都市の喧騒—人混みや車のクラクション、街頭ディスプレイの映像など—の中で過ごす都会人にとって、閑静な環境で過ごす優雅なひとときは貴重であり、Patomはそんな人々のヒーリングスポットとしての役割を果たしている。

3)未来を創造するグリーン
①チャオプラヤー川スカイパーク Chao Phraya Sky Park
チャオプラヤー川に架かるChao Phraya Sky Parkは、鉄道橋の一部を緑のある公共空間として再生したプロジェクトである。この鉄道橋は、1990年代に高架鉄道のために途中まで作られたが、高架鉄道の建設計画が白紙となった後に、30年以上放置されていた「未完の橋」(チャオプラヤー川スカイパークはスカイ編でも取り上げている)。

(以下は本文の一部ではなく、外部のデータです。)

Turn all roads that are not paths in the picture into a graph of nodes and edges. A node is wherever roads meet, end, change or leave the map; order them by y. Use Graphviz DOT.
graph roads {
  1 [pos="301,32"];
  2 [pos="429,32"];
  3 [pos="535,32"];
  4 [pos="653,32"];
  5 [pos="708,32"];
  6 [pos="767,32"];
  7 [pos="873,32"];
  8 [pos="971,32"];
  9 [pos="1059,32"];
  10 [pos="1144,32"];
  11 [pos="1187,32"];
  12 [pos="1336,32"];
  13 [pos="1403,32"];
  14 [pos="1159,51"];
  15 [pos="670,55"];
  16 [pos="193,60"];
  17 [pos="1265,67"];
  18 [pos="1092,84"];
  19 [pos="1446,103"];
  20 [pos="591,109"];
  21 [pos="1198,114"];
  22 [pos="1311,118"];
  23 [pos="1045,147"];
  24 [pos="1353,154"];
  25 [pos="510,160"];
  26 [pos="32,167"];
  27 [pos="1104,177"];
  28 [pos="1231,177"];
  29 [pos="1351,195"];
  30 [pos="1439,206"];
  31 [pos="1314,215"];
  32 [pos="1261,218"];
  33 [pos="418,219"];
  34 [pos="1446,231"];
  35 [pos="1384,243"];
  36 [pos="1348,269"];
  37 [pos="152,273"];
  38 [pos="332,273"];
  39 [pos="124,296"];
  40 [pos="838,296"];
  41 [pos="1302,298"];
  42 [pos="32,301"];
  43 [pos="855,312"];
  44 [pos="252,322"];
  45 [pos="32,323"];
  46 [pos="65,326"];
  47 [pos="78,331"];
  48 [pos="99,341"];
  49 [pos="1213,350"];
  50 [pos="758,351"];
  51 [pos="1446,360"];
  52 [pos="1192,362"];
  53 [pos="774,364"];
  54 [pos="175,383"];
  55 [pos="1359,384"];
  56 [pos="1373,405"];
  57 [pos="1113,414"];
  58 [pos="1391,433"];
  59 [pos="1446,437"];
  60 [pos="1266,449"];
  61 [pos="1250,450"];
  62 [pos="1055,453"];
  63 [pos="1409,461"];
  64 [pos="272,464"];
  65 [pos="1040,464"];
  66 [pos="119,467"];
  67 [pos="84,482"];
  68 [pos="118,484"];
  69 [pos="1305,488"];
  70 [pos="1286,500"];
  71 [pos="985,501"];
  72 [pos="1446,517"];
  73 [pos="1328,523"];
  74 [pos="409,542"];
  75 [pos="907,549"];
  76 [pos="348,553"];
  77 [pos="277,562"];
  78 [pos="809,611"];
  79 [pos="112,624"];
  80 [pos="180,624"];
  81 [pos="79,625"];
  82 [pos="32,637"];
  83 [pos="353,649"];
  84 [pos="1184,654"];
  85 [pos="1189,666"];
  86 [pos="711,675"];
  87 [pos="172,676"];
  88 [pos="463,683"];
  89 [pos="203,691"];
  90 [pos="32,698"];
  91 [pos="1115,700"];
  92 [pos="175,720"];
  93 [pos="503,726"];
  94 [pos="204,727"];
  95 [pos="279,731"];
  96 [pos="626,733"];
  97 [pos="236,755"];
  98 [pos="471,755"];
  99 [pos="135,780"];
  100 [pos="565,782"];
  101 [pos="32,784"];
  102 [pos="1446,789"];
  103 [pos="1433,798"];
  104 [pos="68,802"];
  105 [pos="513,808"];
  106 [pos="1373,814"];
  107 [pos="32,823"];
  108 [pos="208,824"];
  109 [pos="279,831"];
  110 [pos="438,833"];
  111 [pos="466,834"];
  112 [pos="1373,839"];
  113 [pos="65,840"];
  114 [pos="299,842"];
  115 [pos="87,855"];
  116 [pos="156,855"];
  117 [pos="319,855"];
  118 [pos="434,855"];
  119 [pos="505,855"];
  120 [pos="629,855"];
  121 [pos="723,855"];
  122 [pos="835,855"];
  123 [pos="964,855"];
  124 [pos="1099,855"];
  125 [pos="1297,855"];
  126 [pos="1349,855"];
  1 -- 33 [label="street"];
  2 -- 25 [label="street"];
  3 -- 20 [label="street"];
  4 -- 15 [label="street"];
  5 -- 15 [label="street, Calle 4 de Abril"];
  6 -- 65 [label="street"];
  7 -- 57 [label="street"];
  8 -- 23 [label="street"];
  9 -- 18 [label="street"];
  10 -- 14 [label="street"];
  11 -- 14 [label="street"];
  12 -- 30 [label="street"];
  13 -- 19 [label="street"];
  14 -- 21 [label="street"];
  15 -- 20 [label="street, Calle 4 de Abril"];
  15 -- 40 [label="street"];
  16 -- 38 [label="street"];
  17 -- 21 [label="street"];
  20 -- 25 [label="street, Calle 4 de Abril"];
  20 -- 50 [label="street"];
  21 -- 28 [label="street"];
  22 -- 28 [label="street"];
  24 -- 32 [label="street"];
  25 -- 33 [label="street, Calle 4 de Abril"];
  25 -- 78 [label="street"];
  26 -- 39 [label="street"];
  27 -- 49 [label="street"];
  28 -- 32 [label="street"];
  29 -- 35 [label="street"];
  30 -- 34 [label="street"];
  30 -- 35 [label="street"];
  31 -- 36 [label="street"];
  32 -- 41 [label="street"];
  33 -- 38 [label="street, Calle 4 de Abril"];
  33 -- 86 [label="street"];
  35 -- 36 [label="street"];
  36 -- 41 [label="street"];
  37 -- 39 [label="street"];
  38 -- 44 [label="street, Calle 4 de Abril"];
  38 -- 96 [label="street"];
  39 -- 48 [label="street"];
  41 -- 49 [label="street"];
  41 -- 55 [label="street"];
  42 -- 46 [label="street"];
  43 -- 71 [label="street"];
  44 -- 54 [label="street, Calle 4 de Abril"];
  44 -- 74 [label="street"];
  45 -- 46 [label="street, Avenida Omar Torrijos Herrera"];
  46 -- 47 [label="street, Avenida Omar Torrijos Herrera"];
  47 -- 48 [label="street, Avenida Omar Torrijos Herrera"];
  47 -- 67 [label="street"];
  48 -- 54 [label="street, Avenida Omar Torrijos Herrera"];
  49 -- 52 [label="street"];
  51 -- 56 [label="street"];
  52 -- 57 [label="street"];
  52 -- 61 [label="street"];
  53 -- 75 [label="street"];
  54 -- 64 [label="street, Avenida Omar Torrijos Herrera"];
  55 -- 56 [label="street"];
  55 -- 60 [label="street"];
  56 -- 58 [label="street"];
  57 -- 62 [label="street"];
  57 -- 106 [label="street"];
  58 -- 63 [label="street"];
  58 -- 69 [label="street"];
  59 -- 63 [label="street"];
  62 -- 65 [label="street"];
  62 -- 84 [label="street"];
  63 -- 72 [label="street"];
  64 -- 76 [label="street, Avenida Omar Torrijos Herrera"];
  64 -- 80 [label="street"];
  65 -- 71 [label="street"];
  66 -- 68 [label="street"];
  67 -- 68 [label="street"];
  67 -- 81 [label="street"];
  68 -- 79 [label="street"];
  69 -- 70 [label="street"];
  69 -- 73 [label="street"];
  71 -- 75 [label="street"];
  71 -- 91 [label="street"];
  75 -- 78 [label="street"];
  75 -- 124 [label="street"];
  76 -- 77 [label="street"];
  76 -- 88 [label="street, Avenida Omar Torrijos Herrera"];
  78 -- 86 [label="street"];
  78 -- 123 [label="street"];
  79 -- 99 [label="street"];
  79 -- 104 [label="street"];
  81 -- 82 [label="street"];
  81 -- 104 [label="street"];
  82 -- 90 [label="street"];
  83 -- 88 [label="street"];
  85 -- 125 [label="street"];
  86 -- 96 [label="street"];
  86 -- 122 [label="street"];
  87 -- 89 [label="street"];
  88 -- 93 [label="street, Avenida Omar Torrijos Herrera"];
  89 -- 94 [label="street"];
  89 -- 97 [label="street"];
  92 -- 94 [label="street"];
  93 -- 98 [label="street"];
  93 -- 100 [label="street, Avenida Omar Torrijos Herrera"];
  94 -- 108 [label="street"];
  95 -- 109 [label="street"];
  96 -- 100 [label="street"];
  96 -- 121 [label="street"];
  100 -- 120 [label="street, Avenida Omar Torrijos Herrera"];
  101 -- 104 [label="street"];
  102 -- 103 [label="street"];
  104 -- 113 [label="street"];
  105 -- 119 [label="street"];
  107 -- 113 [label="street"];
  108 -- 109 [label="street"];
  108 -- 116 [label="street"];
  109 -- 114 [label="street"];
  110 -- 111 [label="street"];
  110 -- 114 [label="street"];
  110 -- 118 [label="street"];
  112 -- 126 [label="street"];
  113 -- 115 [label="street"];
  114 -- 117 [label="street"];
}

インフラストラクチャにグリーンが付加されることで、人々の居場所となる。バンコクの気候に適した植物が植えられ、生物のコリドーとしても機能していくのだろう。2020年に竣工したばかりのため、木や苗はまだ小さく、整然とまとまっている状態で、ランドスケープはまだまだ未完である。

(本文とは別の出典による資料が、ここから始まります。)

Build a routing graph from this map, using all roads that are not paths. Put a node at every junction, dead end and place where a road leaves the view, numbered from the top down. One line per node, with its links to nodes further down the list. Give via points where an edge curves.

②ベンチャキティ森林公園スカイウォーク Benchakiti Forest Park
Benchakiti Forest Parkは、高層ビルが立ち並ぶアソークエリアの南に位置する都市のオアシスであり、2022年の拡張工事により生まれ変わった新しい緑の空間である(ベンチャキティ森林公園スカイウォークはスカイ編でも取り上げている)。

この公園は元々タイ・タバコ専売公社の土地で、30年以上前にタバコ工場の移転により生まれた広大な遊休地。工場の躯体が一部残されているものの、公園の大半を占めるのは広大な湿地帯を含む緑である。


この巨大な緑地をより人々の居場所としているのが、園内を横断するように設置された小さなインフラストラクチャとしての“スカイウォーク”。上空から森林を見渡すことで新たな視点を提供し、普段見ることができない緑の姿を感じさせる。緑地との付き合い方の選択肢を増やし、多様なふるまいが許容される。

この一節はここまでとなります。